* Work instruction: Which lines below hold the word "Niño"? Copy all of them.

* Saved data entries:
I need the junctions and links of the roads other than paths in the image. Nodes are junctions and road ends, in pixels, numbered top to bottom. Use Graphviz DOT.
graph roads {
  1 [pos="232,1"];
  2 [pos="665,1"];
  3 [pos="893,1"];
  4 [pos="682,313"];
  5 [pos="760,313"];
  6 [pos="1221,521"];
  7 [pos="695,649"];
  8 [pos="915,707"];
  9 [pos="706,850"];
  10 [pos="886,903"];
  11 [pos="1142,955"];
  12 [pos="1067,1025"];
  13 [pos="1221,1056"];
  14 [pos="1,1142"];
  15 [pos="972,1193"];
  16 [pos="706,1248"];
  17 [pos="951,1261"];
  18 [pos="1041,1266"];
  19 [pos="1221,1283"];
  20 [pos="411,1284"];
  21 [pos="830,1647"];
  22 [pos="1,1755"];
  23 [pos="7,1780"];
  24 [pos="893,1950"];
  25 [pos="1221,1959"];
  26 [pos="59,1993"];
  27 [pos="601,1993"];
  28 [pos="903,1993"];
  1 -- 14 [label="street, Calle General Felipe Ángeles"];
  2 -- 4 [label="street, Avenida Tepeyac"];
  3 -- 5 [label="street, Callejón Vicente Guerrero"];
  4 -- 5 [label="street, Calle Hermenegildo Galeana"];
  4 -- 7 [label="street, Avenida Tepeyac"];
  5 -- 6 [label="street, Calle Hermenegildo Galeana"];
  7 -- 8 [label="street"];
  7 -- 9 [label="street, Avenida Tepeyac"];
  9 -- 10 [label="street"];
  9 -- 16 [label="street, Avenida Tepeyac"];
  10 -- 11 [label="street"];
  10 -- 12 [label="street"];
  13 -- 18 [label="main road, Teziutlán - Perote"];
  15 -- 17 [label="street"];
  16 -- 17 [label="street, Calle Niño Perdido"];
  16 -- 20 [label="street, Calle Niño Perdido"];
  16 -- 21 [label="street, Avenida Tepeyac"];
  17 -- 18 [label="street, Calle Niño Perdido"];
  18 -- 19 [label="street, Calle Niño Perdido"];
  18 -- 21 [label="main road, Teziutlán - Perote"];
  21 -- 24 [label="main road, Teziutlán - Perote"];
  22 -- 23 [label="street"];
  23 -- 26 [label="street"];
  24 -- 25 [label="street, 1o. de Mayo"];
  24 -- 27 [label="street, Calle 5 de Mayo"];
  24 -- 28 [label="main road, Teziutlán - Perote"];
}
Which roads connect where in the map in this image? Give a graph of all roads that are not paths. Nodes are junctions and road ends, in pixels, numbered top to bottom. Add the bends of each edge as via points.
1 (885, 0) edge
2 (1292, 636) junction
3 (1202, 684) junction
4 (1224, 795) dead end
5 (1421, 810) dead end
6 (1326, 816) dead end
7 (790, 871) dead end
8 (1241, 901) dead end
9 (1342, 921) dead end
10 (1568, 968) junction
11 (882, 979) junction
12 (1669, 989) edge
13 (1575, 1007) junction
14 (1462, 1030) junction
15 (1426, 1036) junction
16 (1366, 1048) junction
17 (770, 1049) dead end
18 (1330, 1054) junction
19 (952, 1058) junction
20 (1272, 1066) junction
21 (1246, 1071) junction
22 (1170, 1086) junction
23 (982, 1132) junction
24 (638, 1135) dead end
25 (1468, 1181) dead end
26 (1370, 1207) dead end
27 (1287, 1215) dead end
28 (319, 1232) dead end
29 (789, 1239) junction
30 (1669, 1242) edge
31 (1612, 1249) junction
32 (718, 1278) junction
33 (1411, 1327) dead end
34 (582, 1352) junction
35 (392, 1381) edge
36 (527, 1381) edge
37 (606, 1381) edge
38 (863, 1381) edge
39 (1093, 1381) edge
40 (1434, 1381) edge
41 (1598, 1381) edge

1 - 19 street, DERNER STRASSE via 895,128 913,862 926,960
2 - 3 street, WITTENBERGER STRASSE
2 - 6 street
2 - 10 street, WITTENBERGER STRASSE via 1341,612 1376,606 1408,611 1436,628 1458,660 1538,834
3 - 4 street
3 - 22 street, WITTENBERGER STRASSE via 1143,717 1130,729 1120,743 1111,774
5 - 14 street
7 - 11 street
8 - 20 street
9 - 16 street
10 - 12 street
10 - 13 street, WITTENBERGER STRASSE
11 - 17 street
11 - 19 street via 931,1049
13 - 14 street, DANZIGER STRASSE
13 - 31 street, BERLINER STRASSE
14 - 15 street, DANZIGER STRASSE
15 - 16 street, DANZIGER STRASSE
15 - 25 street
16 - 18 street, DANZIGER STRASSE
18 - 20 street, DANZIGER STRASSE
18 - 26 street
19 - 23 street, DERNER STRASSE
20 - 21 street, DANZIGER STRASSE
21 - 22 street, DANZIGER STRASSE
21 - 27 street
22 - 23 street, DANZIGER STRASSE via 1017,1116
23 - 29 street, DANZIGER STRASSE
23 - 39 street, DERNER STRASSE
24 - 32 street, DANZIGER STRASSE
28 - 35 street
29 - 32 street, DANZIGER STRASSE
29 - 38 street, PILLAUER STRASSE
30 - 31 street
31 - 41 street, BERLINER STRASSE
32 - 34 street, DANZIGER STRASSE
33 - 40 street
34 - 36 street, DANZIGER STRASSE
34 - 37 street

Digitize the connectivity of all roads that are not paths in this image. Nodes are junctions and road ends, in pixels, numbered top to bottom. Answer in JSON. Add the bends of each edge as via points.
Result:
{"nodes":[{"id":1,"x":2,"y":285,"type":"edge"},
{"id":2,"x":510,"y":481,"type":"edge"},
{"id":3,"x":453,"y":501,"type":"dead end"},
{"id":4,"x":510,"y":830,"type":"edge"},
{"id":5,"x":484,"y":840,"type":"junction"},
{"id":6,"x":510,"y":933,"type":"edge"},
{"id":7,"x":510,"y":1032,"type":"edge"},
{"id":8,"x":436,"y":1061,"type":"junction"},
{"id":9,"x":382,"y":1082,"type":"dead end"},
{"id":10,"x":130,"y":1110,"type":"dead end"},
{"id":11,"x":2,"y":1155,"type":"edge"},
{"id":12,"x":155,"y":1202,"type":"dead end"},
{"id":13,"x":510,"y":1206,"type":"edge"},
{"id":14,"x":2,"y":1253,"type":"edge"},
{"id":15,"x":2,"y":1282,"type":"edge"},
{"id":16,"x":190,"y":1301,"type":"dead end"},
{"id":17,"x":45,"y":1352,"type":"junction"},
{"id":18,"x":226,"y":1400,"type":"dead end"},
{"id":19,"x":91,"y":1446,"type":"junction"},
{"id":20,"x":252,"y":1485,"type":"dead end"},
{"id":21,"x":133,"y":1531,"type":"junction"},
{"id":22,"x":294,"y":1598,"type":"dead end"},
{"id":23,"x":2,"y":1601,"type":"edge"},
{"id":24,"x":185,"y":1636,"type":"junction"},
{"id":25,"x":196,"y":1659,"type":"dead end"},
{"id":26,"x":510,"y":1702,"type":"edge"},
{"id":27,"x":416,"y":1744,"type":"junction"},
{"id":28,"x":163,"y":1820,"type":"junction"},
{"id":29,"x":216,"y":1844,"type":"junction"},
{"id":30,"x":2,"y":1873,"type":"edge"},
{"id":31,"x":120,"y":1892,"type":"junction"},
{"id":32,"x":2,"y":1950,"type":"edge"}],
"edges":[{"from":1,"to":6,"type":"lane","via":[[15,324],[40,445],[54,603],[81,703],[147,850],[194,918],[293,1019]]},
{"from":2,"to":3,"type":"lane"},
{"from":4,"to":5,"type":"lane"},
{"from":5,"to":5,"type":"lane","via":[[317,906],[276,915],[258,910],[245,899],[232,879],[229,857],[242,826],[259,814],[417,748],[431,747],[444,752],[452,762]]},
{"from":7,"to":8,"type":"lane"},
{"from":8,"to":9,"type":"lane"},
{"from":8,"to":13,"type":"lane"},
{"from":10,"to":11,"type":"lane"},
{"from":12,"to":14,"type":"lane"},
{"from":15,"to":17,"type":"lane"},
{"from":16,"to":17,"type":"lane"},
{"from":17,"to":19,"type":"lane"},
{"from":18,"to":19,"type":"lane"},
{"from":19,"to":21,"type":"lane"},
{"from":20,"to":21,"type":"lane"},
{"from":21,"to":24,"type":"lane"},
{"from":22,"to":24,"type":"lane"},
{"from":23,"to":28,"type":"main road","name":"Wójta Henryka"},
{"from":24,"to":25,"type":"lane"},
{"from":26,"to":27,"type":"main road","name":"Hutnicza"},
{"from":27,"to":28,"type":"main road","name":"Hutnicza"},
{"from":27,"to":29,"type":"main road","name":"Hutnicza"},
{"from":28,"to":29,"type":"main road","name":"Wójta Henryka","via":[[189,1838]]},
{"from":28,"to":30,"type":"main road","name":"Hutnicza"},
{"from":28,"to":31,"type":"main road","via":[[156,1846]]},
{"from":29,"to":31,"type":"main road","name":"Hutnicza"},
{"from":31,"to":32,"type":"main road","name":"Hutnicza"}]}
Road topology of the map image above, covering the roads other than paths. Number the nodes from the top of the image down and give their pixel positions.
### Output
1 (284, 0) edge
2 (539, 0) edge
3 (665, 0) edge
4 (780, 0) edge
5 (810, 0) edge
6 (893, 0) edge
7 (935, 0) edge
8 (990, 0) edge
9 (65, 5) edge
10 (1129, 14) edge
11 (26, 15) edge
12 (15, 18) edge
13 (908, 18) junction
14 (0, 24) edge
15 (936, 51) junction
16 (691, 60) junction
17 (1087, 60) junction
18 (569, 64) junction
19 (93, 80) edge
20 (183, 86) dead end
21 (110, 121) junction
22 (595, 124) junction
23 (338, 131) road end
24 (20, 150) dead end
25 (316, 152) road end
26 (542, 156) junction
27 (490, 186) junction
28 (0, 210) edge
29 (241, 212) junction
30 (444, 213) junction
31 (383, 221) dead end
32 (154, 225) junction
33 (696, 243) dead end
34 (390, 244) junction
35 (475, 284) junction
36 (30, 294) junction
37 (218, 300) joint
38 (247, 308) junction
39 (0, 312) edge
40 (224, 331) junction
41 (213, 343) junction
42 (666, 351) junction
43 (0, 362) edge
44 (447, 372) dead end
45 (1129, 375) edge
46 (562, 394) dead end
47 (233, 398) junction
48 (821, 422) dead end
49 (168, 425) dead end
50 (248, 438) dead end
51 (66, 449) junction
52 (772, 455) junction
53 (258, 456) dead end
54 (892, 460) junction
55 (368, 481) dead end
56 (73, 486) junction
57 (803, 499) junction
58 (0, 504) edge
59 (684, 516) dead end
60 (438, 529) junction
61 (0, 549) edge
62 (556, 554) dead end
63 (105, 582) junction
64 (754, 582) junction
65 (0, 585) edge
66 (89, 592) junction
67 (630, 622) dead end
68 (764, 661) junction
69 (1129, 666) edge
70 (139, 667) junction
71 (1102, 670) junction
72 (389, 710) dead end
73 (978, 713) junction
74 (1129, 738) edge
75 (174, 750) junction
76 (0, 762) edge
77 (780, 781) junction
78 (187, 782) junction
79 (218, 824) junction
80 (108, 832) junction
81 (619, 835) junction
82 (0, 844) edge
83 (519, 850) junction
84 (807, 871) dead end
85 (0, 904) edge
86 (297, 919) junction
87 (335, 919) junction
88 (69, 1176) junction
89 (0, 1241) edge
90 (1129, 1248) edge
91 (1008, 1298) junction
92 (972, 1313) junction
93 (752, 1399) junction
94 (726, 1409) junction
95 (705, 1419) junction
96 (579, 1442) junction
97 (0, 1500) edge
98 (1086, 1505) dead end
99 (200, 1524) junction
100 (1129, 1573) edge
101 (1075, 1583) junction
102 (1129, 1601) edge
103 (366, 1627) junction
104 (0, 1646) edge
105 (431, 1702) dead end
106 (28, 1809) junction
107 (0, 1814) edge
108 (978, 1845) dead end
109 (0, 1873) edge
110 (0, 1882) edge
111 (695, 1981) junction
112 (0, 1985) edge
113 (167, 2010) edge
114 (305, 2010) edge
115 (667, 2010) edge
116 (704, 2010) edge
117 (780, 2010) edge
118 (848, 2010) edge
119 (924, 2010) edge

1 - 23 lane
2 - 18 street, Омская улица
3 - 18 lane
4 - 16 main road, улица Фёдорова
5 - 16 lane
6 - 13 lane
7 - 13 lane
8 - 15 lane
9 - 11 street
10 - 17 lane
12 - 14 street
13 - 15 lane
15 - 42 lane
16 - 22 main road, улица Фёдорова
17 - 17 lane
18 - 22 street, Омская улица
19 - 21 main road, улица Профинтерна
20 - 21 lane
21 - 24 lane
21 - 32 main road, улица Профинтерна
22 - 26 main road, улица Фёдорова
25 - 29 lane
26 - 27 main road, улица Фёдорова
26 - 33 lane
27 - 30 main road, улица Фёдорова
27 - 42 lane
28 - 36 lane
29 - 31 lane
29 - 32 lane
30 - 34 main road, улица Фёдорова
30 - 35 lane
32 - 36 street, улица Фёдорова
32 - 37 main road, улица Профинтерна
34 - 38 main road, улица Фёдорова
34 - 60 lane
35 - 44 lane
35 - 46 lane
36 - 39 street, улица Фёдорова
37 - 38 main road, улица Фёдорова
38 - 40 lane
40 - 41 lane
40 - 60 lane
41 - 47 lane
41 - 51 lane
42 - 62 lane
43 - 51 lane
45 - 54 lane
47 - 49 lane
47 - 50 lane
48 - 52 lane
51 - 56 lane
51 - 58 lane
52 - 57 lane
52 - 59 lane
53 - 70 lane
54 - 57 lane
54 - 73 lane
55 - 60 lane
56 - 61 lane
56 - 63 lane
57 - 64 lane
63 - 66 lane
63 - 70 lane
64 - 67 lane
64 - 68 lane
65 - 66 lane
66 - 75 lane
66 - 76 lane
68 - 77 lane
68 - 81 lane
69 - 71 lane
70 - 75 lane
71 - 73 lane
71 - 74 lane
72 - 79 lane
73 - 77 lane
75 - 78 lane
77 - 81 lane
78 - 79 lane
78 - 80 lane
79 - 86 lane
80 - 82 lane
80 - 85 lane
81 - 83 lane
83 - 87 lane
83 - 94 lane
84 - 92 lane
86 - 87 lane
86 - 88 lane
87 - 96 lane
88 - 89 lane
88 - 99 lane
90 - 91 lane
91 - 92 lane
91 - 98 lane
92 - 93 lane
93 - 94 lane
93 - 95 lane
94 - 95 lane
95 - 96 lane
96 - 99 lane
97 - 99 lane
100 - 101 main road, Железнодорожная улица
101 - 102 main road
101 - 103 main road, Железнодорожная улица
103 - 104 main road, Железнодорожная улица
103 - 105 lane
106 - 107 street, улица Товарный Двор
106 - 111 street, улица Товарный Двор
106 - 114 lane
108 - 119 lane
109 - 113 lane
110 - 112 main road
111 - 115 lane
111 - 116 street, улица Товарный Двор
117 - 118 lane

* Worked solution:
  16 -- 17 [label="street, Calle Niño Perdido"];
  16 -- 20 [label="street, Calle Niño Perdido"];
  17 -- 18 [label="street, Calle Niño Perdido"];
  18 -- 19 [label="street, Calle Niño Perdido"];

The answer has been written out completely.